While it is a general rule that an employer is not liable for the negligence of an independent contractor, the rule is subject to numerous exceptions. Srader v. Pecos Construction Company, 71 N.M. 320, 378 P.2d 364 (1963); Restatement (Second) of Torts §§ 409-429 (1965). One exception is that one who employs an independent contractor to do work, which the employer should recognize as likely to create a peculiar risk of harm to others unless special precautions are taken, is subject to liability for the failure of the contractor to exercise reasonable care in taking the precautions. Restatement, supra § 416. It has been held that an employer who contracted to have a dam built across a river was liable where plaintiff's property was flooded when the dam broke during heavy rains because the injury was "one that might have been anticipated as a direct or probable consequence of the performance of the work contracted for, if reasonable care is omitted in the course of its performance." Trump v. Bluefield Waterworks & Improvement Co., 99 W.Va. 425, 129 S.E. 309, 311 (1925). In Taylor v.
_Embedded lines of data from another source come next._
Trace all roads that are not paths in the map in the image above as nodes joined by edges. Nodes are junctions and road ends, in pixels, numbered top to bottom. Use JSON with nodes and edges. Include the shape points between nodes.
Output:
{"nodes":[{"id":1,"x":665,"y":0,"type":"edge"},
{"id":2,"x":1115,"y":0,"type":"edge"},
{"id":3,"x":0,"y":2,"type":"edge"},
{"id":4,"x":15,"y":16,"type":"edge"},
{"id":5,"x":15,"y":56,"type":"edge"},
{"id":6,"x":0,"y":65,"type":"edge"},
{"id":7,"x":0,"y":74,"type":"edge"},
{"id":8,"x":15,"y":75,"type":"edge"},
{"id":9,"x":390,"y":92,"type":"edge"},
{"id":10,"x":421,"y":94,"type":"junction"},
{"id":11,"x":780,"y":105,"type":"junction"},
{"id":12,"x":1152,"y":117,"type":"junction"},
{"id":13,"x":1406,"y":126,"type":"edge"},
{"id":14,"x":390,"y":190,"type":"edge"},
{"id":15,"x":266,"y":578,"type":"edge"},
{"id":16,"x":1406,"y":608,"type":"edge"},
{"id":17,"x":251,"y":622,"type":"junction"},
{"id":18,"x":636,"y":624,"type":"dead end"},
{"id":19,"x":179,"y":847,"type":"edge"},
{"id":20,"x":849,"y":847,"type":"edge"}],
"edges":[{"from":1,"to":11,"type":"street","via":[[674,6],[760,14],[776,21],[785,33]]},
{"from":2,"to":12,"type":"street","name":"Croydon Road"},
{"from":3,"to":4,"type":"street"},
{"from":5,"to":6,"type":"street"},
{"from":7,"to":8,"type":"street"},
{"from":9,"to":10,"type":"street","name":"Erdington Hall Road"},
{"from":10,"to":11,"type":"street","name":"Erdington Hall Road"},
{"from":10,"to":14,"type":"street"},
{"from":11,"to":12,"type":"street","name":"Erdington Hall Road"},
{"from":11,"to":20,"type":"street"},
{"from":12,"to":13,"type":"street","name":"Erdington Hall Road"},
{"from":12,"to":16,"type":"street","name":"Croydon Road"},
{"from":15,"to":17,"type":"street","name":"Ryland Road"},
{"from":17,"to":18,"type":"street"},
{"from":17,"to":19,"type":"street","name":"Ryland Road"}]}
Conti, 149 Conn. 174, 177 A.2d 670 (1962), the Connecticut Supreme Court of Errors, applying this exception to a situation very similar to the one before us, found a landowner liable, in spite of his defense of an independent contractor, where the development of this property into building lots altered the natural flow of surface waters causing damage to plaintiff's property. The exception is applicable to the case at bar since the construction of the dams by Amrep created a peculiar risk of harm (i.e., flooding) to Budaghers' property which might have been anticipated as a direct or probable consequence of the construction of the dams, had reasonable care been omitted.

Another exception to the general rule is that one who employs an independent contractor to do...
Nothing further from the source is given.